Print-PDFs haben oftmals Auflösungen jenseits der 300 dpi und sind hunderte Megabyte groß – das ist wichtig für Ihren Druckdienstleister, Ihre Kunden können mit solch riesigen Dateien jedoch nichts anfangen.

Inhaltsverzeichnis

OXOMI kann Lesezeichen aus PDF-Dokumenten als Inhaltsverzeichnis interpretieren, was dem Anwender die Navigation im Portal deutlich erleichtert. Lesezeichen sind mit einem Namen versehen und werden im Navigationsfenster (Adobe Acrobat / Reader) im Fenster „Lesezeichen“ angezeigt. Jedes Lesezeichen führt zu einer anderen Seite im Dokument. Beispiel: Ein Werkzeughersteller legt in seinem Katalog ein Lesezeichen namens „Schraubendreher“ an. Dieses verweist dann auf die Seite, auf der das Kapitel „Schraubendreher" im Katalog beginnt.

OXOMI kann allerdings nur hierarchische Inhaltsverzeichnisse verarbeiten. Innerhalb einer Hierarchiestufe kann nur ein Eintrag auf eine Seite zeigen. Sollten mehrere Einträge auf die gleiche Seite verweisen, sollten diese zu einem Eintrag zusammengefasst werden.

Titelblatt

Das Titelblatt sollte in Ihrem PDF-Katalog enthalten sein, weil es die Darstellung Ihres Dokuments verbessert und dem Benutzer die Navigation erleichtert.
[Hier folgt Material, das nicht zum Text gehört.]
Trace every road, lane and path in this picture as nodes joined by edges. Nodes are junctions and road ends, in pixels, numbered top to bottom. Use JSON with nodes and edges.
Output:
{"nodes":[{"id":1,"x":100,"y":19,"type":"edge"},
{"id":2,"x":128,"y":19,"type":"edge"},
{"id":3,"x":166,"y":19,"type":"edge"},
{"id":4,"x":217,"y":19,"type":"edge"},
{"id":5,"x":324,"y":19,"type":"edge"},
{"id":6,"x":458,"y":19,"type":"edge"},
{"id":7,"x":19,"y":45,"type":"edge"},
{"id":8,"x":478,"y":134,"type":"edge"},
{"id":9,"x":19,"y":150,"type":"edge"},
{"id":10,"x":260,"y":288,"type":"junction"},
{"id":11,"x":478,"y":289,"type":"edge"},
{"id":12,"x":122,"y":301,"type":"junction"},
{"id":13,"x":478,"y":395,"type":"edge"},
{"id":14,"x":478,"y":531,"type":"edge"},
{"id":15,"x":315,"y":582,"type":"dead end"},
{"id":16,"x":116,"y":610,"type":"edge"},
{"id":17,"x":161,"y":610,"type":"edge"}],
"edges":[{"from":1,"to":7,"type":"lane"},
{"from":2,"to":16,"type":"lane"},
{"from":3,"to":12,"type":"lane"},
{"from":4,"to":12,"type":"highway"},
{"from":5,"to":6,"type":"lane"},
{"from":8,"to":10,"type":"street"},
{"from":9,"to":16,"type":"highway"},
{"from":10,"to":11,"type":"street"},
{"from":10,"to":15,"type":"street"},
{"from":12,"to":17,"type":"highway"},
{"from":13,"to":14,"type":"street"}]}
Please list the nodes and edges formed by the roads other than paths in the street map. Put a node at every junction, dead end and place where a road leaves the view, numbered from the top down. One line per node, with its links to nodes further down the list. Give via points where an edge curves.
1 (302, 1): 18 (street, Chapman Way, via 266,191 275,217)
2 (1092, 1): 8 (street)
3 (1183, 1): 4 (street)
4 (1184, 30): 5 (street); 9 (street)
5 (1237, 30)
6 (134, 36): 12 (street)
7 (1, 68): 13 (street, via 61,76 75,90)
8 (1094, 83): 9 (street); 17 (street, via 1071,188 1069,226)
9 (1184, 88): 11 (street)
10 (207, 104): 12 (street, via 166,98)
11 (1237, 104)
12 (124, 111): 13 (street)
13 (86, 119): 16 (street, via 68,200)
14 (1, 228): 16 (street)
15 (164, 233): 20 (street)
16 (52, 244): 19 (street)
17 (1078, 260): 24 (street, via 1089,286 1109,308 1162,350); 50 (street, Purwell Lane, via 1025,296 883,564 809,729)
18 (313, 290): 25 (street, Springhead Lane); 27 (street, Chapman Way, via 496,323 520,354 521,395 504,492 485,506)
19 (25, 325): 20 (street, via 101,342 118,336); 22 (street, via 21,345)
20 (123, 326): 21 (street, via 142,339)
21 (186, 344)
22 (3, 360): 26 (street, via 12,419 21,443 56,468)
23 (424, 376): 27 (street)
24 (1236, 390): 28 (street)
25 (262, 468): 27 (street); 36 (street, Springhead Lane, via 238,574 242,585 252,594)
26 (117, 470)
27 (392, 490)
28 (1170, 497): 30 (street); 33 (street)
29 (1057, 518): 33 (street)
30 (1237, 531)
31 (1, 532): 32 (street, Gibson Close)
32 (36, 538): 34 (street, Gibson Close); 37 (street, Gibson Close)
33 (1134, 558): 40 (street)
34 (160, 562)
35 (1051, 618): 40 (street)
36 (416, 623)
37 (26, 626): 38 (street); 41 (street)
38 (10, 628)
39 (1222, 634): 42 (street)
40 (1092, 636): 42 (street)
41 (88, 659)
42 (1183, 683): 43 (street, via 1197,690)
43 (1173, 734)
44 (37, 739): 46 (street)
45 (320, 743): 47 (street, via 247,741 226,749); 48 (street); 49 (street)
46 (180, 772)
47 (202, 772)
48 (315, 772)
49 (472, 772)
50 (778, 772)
Manche Dokumente beinhalten einen kompletten Umschlag (inkl. Rück- und Innenseite), der eigentliche Inhalt beginnt erst danach und trägt die Seitennummer „1“.

Dies führt auf dem Bildschirm zu einem Seitenversatz: Adobe Reader zeigt dann z.B. „Seite 3“ – auf dem Papier steht aber „1“. Ein solcher Seitenversatz lässt sich beim Layout des Katalogs vermeiden.

Alternativ kann der Versatz auch beim Einstellen des Katalogs in das OXOMI angegeben werden (Feld „Seitenversatz“ beim Einstellen eigener Dokumente), was zum Ausgleich in der Portalansicht führt.

Eindeutige Bezeichnungen und Artikelnummern

Katalogportale lassen sich über technische Schnittstellen an andere Systeme wie Onlineshops anbinden. Markiert der Portalbesucher im Herstellerkatalog einen Begriff oder eine Artikelnummer, dann kann er dank dieser Anbindung eine Bestellung in Auftrag geben oder den Artikel im Shop anfragen.

Herstellerkataloge, die zu jedem Artikel eine eindeutige Nummer oder Bezeichnung führen, unterstützen diese Funktionalität am besten – denn der markierte Begriff wird dem angeschlossenen Onlineshop exakt so übergeben, wie er im Katalog auftaucht. Eine eindeutige Artikelbezeichnung und/oder Werksnummer ist also sehr nützlich. Die Werksnummer sollte dabei vollständig neben dem Artikel stehen (Keine Fortsetzungs-Tabellen mit Werksnummer-Endungen!).